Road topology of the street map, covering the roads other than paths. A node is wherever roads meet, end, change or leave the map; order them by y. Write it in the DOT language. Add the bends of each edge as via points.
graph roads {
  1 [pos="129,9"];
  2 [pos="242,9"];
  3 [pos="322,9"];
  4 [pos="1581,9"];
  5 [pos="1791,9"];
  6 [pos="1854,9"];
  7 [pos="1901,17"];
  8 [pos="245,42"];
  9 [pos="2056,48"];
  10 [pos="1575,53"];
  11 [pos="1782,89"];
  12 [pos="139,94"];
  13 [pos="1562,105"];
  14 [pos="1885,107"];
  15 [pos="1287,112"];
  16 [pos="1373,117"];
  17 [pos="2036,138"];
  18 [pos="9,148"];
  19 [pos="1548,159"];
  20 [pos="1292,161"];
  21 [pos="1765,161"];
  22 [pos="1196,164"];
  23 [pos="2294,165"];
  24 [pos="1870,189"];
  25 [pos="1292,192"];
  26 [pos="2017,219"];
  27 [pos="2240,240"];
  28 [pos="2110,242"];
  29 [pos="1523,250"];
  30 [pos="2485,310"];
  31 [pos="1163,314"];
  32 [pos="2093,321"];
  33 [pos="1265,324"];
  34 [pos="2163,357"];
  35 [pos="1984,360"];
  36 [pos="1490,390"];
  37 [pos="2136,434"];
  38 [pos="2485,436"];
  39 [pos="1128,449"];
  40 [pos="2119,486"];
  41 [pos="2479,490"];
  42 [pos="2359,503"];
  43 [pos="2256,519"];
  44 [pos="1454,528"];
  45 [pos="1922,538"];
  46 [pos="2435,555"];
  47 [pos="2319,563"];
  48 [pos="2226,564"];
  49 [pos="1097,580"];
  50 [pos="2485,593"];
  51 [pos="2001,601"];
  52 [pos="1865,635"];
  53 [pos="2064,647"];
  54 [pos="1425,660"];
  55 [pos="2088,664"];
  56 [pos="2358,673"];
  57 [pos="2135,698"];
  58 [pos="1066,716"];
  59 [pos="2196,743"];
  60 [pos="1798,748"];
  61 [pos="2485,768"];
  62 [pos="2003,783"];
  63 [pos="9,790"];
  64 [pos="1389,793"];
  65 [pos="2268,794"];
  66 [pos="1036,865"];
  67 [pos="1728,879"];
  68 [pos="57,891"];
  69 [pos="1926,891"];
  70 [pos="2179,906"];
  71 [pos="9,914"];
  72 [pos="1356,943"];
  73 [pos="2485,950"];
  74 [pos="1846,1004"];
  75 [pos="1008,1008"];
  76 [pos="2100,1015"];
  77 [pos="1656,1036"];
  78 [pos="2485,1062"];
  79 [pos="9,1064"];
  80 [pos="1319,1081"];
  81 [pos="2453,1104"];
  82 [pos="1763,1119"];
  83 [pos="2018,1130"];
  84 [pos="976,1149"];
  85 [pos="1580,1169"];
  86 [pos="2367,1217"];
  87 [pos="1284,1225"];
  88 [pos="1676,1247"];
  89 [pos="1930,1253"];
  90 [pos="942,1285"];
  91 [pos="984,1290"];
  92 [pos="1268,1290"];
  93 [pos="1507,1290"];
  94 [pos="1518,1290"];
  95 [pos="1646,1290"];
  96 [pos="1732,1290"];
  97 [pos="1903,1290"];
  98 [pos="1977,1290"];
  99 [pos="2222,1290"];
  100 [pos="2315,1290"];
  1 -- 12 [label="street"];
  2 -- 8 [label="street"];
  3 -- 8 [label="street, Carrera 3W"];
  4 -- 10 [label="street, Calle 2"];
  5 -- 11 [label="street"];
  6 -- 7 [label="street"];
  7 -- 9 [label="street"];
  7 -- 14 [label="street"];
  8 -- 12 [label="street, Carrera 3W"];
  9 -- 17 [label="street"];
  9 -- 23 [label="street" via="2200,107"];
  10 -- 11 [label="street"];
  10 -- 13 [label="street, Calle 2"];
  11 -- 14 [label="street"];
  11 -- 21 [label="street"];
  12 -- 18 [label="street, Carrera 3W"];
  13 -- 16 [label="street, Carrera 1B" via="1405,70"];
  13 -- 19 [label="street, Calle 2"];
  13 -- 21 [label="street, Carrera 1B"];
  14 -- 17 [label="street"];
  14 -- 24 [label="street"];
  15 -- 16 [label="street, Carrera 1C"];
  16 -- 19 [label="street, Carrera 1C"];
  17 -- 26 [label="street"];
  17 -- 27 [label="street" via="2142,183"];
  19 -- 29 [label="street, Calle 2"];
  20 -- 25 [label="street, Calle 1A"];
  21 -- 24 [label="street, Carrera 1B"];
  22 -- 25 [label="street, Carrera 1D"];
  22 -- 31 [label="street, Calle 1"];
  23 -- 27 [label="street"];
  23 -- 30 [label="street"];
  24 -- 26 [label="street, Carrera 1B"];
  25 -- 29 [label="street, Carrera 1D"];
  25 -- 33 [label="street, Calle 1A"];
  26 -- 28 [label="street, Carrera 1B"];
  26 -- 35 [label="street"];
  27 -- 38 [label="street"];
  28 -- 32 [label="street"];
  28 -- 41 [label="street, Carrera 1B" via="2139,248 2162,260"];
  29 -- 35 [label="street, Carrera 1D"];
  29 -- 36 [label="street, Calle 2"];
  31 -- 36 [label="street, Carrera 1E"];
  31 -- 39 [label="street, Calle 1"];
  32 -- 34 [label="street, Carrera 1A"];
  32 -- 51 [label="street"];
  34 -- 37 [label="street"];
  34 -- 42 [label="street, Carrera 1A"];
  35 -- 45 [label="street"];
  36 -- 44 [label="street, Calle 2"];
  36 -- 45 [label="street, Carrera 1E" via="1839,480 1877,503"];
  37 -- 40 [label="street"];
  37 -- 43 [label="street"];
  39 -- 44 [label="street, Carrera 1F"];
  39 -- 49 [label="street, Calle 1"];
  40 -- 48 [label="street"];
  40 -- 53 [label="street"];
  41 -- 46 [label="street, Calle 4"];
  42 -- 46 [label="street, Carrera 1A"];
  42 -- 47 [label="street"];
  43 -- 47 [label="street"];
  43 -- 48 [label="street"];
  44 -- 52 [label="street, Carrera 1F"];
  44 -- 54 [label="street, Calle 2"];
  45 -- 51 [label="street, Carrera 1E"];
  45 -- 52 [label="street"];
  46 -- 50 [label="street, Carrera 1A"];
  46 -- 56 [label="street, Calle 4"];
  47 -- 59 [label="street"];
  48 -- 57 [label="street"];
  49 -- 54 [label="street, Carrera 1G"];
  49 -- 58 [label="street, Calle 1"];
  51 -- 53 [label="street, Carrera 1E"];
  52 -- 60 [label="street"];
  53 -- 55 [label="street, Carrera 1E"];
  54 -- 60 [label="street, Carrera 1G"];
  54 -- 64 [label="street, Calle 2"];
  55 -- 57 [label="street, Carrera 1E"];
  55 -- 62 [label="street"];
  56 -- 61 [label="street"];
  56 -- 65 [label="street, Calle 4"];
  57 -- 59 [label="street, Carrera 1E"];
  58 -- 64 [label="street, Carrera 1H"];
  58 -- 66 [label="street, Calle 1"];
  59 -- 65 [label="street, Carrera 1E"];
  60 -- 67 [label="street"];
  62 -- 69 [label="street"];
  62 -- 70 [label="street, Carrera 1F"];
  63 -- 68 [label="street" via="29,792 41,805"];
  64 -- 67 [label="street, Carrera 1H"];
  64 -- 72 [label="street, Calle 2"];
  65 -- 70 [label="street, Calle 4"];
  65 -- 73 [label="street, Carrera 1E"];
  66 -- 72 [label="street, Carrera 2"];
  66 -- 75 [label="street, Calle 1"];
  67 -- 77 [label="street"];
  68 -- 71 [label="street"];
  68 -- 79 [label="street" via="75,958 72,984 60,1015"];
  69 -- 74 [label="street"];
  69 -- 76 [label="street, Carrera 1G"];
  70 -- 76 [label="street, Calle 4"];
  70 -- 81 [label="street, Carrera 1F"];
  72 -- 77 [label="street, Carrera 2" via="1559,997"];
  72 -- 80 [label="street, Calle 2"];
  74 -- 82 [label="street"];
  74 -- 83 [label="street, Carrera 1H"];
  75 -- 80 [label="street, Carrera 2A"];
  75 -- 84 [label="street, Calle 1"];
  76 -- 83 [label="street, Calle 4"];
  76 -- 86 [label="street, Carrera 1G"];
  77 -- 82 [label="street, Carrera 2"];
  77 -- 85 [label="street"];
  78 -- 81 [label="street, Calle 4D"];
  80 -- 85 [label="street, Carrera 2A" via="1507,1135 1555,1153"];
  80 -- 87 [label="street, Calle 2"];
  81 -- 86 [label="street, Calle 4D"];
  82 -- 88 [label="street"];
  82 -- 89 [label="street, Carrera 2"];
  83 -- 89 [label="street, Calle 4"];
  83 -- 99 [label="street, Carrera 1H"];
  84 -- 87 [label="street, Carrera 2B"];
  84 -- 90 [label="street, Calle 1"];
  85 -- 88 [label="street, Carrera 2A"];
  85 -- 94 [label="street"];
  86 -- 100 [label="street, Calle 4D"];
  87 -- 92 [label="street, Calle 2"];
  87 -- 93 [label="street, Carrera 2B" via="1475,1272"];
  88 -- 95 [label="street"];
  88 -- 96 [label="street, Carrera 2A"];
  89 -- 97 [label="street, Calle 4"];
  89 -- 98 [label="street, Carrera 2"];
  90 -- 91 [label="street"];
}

########################################

## [Exercise requirements]
All lines of the entries containing the string "roads" must be shown in full.

## [Response]
Road topology of the street map, covering the roads other than paths. A node is wherever roads meet, end, change or leave the map; order them by y. Write it in the DOT language. Add the bends of each edge as via points.
graph roads {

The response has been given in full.